== Problem to work on ==
Throughout the material below, count each line in which the word "paths" appears, then reply with the count only.

### Supplied records

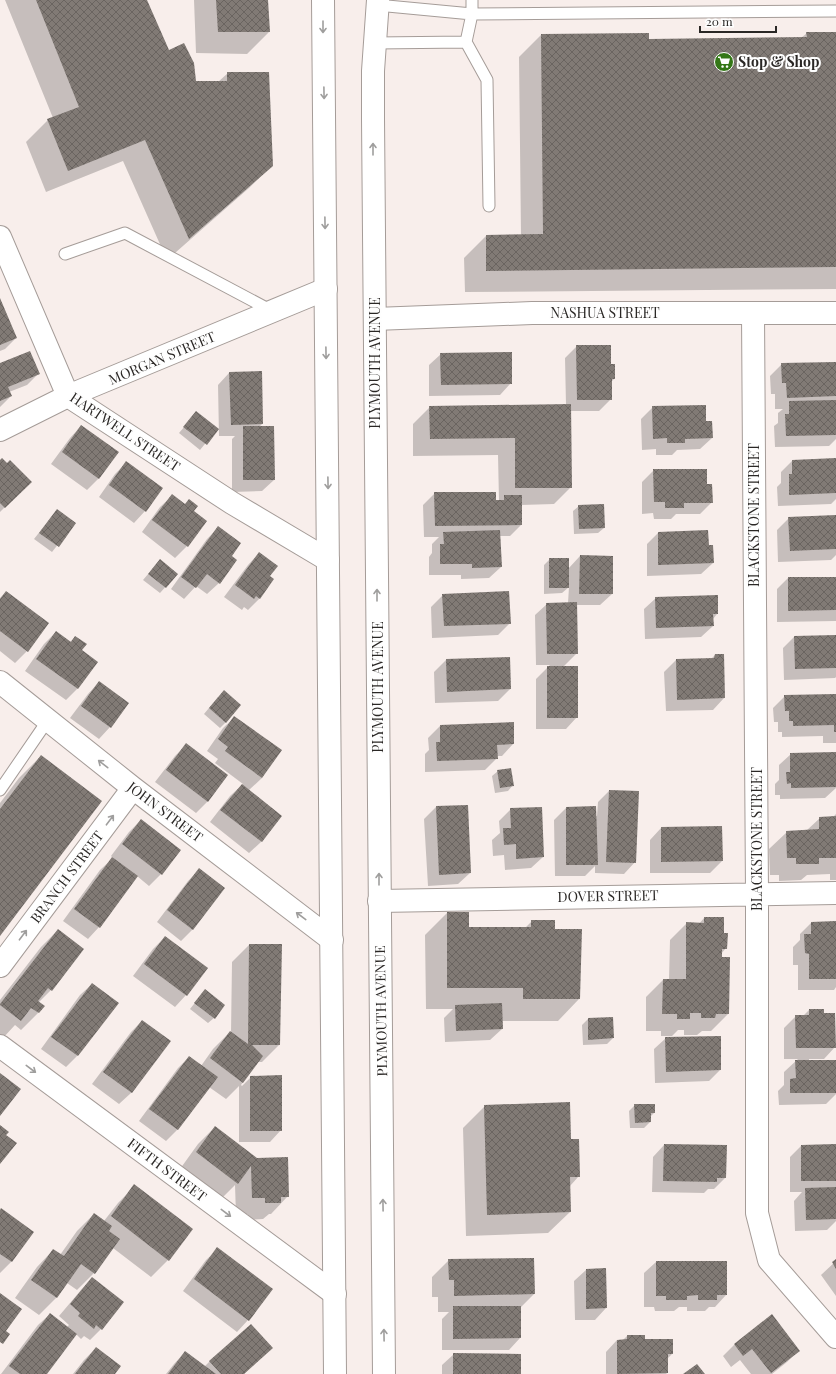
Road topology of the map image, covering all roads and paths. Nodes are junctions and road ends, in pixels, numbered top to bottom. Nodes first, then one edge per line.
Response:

######
### Supplied records

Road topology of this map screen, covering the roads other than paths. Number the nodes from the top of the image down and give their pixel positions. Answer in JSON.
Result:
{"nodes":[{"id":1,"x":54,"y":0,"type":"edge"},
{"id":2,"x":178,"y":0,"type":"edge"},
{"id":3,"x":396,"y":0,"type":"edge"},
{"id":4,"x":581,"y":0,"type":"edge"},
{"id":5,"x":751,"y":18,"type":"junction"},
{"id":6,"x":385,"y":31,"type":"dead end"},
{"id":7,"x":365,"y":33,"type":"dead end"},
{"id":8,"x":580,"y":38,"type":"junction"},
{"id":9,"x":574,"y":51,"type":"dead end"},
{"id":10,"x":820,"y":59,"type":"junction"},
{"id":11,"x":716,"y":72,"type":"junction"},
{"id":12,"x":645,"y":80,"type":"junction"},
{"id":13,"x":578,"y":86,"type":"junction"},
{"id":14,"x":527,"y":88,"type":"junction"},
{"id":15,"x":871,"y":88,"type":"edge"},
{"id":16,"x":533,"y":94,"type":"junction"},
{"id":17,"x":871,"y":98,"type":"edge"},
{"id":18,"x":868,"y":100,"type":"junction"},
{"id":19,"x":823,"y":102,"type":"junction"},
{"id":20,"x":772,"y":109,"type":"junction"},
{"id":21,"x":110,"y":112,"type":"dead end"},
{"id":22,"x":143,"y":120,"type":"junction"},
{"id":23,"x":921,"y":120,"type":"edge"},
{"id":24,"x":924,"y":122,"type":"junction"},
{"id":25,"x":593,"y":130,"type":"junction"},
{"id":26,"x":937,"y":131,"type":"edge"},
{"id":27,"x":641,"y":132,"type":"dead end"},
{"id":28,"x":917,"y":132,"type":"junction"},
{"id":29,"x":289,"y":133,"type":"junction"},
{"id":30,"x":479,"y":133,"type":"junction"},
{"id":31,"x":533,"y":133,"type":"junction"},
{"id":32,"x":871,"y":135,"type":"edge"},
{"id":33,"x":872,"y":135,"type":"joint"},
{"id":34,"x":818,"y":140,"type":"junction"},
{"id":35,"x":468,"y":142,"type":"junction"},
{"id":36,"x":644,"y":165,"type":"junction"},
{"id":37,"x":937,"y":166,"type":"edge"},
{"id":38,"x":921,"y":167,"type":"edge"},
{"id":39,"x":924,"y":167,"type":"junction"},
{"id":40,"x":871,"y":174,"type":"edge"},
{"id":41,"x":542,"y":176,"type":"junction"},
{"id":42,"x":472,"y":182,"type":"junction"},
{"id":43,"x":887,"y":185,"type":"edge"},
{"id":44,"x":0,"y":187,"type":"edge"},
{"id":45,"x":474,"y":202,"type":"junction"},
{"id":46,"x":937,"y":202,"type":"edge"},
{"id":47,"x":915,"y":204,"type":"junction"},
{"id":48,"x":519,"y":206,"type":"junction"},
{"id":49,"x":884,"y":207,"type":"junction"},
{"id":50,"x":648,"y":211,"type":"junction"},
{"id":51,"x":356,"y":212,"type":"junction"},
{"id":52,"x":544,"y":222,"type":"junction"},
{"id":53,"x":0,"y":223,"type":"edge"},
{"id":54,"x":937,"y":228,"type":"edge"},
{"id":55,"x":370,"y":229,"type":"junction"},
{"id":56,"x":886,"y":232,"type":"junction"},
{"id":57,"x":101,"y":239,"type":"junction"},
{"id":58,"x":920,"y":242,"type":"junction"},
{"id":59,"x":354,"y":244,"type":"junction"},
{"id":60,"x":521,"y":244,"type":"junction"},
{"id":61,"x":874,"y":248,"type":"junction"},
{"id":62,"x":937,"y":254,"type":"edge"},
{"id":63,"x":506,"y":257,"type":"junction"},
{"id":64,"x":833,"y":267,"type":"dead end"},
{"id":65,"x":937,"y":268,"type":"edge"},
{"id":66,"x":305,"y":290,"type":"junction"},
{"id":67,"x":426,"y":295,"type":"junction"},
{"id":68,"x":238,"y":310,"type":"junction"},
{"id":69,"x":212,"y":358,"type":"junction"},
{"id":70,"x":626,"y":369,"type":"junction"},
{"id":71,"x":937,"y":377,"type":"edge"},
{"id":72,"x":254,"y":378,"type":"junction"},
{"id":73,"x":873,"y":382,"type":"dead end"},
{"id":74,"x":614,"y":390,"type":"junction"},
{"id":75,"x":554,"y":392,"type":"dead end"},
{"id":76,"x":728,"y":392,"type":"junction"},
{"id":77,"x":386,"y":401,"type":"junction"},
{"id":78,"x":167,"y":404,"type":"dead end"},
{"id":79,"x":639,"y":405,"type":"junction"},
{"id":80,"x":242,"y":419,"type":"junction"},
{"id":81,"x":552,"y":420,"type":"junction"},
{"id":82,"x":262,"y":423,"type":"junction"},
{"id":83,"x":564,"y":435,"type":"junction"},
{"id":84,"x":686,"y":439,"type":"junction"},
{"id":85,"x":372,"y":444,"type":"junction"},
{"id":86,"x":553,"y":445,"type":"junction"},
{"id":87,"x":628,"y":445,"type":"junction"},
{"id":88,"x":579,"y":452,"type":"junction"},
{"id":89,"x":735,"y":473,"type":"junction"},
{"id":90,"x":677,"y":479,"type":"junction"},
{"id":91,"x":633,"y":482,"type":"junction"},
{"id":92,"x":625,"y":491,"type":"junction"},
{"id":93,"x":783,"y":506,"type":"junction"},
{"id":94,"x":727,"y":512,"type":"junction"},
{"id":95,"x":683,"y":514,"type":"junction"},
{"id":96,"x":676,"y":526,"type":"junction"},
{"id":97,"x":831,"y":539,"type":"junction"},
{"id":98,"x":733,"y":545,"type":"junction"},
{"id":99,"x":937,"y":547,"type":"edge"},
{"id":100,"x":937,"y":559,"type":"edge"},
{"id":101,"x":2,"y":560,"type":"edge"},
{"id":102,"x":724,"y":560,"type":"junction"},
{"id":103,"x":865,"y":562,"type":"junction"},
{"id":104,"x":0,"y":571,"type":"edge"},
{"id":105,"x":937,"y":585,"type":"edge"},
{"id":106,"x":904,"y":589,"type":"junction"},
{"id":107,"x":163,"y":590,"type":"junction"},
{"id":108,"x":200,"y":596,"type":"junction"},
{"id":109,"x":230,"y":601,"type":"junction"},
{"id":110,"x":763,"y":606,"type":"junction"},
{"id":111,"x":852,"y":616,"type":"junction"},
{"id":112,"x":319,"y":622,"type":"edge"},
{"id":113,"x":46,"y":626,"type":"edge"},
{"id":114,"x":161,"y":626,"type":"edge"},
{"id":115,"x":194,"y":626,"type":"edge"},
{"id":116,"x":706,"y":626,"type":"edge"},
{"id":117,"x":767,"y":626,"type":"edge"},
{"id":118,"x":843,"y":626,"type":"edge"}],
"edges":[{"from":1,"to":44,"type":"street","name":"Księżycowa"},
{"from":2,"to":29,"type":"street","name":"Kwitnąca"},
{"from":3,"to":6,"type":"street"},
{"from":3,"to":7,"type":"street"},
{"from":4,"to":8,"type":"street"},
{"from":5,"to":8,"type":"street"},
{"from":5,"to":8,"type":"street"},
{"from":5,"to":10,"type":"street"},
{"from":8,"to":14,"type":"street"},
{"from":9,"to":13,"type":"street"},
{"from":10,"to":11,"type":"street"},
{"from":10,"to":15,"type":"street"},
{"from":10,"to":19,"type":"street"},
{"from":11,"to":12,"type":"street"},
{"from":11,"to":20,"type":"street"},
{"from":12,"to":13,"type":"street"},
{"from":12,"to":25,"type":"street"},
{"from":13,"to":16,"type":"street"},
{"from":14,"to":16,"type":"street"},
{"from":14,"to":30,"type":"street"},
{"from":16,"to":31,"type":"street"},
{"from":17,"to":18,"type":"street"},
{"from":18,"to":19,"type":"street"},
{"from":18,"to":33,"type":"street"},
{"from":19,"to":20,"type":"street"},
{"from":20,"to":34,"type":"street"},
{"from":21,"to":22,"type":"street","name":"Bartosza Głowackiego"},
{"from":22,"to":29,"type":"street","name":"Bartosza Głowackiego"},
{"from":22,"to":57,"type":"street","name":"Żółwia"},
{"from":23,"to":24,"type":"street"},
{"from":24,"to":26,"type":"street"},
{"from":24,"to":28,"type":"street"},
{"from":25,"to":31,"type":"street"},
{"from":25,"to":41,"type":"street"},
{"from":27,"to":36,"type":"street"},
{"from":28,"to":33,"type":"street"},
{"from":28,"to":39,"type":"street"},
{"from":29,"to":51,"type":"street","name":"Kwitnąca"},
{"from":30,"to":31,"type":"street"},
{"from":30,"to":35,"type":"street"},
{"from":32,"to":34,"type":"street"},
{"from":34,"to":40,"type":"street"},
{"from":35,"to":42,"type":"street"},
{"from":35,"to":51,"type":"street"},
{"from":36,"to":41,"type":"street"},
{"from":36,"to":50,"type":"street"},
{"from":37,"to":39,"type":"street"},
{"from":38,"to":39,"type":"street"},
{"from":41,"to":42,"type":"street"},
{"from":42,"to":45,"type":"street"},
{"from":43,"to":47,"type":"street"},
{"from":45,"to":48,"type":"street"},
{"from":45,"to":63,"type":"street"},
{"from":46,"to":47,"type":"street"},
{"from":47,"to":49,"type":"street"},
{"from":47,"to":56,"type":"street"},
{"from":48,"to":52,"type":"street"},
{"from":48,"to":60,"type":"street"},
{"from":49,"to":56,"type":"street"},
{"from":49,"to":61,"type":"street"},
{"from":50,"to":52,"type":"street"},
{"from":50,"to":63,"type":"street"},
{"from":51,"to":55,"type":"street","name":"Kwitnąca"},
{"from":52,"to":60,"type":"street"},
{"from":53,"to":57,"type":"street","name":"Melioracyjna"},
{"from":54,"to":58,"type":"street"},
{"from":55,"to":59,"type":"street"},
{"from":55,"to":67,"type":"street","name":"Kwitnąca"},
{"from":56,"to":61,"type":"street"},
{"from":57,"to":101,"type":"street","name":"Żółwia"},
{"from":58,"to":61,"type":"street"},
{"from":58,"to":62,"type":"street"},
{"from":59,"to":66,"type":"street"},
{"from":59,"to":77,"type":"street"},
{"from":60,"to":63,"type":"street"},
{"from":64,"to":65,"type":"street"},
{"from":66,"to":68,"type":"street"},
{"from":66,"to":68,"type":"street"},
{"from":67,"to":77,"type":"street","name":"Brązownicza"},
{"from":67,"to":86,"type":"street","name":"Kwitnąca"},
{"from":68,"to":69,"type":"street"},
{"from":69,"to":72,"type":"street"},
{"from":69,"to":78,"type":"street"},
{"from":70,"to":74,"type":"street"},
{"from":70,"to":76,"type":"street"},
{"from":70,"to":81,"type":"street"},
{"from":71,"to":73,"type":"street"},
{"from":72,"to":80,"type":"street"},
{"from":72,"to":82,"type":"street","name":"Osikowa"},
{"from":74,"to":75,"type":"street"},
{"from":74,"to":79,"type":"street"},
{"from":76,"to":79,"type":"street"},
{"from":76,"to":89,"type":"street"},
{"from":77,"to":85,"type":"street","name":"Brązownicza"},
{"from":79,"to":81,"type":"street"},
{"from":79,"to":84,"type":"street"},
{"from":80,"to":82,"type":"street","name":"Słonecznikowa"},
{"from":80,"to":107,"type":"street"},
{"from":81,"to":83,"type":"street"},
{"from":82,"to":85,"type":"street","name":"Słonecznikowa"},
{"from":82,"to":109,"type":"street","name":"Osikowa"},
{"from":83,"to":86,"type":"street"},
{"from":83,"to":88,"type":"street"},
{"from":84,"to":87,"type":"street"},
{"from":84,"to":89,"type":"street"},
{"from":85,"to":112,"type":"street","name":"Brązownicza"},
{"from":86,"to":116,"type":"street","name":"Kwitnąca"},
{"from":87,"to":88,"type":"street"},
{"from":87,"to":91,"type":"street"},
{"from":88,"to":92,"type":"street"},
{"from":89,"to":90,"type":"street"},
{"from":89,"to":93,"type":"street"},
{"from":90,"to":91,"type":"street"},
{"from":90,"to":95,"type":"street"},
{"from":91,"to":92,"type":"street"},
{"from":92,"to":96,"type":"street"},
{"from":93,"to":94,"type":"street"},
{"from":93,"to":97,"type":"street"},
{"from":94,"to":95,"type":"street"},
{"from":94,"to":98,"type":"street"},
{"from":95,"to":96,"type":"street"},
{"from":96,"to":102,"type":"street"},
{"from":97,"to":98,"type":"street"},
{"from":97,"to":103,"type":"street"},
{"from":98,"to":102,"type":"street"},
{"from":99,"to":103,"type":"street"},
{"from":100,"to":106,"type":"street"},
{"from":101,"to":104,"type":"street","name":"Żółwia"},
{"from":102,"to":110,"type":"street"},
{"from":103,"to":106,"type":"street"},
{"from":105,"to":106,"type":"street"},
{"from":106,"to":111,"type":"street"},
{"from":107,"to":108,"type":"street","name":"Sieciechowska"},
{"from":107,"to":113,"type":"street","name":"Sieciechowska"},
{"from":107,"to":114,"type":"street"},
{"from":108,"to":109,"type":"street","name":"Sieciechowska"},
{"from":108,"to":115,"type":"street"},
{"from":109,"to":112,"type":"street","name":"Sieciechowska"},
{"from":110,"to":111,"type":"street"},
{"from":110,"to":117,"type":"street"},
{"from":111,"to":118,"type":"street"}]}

######

== Answer for the task ==
2